Background Heparan sulfate, one of the primary components of extracellular matrix, is a potent antigrowth factor in certain types of cells. To elucidate a possible role of endogenous heparin-like molecules in regulating cardiomyocyte hypertrophy, we investigated the effects of heparin and heparan sulfate on angiotensin (Ang) II–induced hypertrophy in cultured neonatal rat cardiomyocytes. Methods and Results Competitive [ 3 H]heparin binding assay showed that cardiomyocytes had specific binding sites for heparin. In situ [ 3 H]heparin binding assay demonstrated that heparin, which rapidly bound to the cardiomyocyte surface, was subsequently accumulated around the nuclei, suggesting that heparin might work in the nucleus. Cotreatment with heparin (20 μg/mL) completely inhibited increased cell surface area by Ang II (10 −6 mol/L). Increased [ 3 H]leucine incorporation by Ang II was reduced by heparin dose-dependently.

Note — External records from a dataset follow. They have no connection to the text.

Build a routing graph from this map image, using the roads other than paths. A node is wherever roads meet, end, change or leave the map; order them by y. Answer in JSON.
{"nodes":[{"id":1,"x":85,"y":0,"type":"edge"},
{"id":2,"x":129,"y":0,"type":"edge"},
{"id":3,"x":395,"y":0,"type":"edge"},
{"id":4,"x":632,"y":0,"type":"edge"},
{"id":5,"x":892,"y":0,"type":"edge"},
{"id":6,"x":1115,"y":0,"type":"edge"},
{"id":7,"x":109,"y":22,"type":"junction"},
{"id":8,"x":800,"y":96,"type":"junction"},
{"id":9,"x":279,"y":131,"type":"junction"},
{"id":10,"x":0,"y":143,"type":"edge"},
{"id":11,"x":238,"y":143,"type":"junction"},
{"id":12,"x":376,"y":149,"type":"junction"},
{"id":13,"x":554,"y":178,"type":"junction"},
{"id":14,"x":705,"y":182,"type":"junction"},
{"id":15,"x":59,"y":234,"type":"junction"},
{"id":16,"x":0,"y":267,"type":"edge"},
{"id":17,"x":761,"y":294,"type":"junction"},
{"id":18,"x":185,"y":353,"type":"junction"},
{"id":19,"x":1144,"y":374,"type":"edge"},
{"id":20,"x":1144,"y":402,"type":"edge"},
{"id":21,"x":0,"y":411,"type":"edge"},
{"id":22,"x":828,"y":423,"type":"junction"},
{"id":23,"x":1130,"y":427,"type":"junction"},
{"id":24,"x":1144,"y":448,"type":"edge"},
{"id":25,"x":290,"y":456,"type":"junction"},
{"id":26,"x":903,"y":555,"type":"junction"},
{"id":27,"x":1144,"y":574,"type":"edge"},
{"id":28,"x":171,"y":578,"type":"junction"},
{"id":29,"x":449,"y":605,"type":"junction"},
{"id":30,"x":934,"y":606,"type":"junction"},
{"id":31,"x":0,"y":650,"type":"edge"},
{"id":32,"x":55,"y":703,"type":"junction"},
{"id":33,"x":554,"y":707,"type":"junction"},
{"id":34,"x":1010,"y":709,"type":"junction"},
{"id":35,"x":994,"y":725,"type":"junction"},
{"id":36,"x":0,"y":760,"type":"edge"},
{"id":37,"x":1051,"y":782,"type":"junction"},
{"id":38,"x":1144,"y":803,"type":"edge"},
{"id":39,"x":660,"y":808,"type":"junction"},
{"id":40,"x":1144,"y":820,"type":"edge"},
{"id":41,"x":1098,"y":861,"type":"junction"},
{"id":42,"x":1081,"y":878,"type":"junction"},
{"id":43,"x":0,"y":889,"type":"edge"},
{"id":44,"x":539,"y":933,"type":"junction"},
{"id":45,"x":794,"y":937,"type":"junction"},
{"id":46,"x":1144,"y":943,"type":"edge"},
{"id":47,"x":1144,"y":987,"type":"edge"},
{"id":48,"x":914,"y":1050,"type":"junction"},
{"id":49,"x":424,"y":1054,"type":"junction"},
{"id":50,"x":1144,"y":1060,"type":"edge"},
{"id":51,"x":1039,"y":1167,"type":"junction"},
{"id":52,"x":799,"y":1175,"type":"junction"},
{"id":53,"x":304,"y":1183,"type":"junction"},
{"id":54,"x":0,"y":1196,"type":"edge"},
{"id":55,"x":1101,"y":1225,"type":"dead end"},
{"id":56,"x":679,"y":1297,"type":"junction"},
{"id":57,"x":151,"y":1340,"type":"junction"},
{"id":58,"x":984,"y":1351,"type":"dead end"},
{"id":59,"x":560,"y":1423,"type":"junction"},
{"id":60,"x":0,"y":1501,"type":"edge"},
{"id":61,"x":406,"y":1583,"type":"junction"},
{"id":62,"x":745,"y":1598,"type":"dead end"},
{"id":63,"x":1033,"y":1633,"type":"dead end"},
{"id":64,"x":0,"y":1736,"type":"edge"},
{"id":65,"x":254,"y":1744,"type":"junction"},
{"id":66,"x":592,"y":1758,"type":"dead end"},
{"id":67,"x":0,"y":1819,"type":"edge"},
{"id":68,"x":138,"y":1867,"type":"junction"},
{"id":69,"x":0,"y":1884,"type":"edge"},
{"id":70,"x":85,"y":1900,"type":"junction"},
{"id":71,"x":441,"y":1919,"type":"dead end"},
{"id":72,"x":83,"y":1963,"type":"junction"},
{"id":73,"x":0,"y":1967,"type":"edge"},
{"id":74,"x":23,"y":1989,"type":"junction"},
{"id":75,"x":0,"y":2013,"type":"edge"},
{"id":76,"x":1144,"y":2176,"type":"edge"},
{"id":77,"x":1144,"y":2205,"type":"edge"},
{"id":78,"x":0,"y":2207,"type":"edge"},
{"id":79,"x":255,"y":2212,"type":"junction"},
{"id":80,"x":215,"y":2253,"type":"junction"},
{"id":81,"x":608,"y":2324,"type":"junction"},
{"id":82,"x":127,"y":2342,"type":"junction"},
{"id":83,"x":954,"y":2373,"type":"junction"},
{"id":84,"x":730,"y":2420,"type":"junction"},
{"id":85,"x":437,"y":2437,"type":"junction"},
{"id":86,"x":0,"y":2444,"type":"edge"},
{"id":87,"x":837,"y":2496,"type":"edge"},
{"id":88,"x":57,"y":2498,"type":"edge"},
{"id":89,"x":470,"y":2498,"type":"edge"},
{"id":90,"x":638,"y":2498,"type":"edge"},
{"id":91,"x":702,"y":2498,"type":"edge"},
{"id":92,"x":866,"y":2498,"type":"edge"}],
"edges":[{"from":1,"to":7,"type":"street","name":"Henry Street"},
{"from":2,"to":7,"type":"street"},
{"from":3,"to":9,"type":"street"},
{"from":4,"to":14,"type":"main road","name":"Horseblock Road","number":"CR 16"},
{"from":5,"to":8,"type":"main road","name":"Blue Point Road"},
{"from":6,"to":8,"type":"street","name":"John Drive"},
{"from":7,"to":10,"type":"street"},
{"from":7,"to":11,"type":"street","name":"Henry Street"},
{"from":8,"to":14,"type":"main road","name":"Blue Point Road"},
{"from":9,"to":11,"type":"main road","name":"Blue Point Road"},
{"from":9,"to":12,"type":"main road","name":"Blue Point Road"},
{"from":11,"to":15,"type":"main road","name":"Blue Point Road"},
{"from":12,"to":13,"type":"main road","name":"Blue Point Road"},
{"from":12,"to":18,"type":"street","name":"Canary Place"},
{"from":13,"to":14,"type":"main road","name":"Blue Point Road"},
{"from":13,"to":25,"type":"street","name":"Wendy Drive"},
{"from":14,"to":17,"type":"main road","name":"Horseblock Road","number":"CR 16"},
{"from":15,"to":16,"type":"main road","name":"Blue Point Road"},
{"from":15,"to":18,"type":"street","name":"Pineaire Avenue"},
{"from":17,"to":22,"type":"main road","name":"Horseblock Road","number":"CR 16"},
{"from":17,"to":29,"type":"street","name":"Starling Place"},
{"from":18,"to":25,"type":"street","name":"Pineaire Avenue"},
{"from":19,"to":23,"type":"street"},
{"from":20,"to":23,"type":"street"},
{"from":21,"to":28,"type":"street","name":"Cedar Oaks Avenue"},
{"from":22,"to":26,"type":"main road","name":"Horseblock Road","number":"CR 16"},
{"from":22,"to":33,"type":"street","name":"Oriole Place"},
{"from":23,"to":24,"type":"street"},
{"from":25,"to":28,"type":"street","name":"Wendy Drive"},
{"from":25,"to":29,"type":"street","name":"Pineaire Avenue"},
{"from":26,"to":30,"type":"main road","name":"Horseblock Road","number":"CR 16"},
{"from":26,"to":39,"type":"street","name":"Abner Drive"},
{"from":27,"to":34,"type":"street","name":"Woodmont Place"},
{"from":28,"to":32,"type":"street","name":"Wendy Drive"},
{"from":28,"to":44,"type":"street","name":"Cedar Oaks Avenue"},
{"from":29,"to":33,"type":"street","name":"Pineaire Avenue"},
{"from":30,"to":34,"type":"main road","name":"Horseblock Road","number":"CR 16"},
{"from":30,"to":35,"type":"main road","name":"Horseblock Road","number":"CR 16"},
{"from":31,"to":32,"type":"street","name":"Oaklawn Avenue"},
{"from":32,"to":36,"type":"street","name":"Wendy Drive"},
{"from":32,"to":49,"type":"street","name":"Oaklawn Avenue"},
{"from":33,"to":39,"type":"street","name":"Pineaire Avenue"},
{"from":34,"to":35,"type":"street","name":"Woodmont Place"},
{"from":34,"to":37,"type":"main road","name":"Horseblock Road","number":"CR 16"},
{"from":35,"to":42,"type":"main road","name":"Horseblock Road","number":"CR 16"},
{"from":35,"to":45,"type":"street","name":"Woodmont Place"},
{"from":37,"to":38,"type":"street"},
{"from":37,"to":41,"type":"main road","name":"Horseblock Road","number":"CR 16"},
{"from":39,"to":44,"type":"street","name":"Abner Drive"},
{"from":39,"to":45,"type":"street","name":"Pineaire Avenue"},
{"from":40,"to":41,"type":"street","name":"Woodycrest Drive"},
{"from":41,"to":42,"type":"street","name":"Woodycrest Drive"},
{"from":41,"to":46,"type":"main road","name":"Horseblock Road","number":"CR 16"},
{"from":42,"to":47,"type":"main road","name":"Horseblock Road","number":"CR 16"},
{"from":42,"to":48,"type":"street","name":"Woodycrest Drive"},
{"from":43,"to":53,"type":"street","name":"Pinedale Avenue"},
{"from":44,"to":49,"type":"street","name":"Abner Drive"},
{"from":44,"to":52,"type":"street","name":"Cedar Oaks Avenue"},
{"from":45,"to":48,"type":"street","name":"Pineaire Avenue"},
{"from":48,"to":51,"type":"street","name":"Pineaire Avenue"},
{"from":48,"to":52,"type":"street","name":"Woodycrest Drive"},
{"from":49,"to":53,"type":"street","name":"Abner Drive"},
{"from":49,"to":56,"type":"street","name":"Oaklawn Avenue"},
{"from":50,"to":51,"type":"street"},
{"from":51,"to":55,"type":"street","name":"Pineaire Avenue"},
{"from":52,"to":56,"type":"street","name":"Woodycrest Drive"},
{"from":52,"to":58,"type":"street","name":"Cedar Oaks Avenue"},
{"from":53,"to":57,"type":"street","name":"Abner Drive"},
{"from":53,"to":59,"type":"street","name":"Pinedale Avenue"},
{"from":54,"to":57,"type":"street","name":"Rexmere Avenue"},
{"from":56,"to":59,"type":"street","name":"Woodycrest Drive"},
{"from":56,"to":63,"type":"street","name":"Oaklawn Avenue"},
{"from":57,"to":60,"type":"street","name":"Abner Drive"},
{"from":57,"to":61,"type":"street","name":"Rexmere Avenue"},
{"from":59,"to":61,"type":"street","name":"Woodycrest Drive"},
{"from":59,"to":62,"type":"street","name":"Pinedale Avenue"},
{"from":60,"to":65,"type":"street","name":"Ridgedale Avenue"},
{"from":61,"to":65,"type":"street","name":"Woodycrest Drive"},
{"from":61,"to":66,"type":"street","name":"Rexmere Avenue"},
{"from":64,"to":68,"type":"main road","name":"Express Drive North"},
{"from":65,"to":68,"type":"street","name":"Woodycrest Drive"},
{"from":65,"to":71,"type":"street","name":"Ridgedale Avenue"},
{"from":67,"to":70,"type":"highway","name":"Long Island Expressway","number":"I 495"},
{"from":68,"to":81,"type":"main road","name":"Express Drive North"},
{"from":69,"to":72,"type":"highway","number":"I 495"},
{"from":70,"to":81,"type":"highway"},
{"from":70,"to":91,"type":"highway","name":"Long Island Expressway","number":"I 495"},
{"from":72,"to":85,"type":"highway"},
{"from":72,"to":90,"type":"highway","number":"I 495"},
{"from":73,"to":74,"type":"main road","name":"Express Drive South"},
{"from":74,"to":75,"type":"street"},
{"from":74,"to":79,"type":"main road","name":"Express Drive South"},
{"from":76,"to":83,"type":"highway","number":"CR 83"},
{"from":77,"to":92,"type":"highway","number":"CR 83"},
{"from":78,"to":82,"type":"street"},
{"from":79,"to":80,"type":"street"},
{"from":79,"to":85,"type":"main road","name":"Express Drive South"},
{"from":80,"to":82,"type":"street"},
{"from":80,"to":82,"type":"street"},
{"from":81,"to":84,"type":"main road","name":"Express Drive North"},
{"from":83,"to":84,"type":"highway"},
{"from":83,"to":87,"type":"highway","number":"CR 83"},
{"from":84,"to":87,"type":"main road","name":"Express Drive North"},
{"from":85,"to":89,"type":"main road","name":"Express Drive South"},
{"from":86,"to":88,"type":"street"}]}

The inhibitory effect of heparin on Ang II–induced cardiomyocyte hypertrophy also was confirmed by Northern blot analysis: heparin dose-dependently inhibited skeletal α-actin and atrial natriuretic peptide gene expression, genetic markers for cardiomyocyte hypertrophy. Heparan sulfate showed similar inhibitory effects on cell surface area, [ 3 H]leucine incorporation, and skeletal α-actin gene expression. Treatment with heparinase I or III, which specifically digests the disaccharide chains of endogenous heparin-like molecules, upregulated protein synthesis and skeletal α-actin and atrial natriuretic peptide gene expression in cardiomyocytes. Conclusions Our findings in this study strongly suggest that heparin and heparan sulfate are potent inhibitors of cardiomyocyte hypertrophy and that endogenous heparin-like substances negatively regulate cardiomyocyte hypertrophy.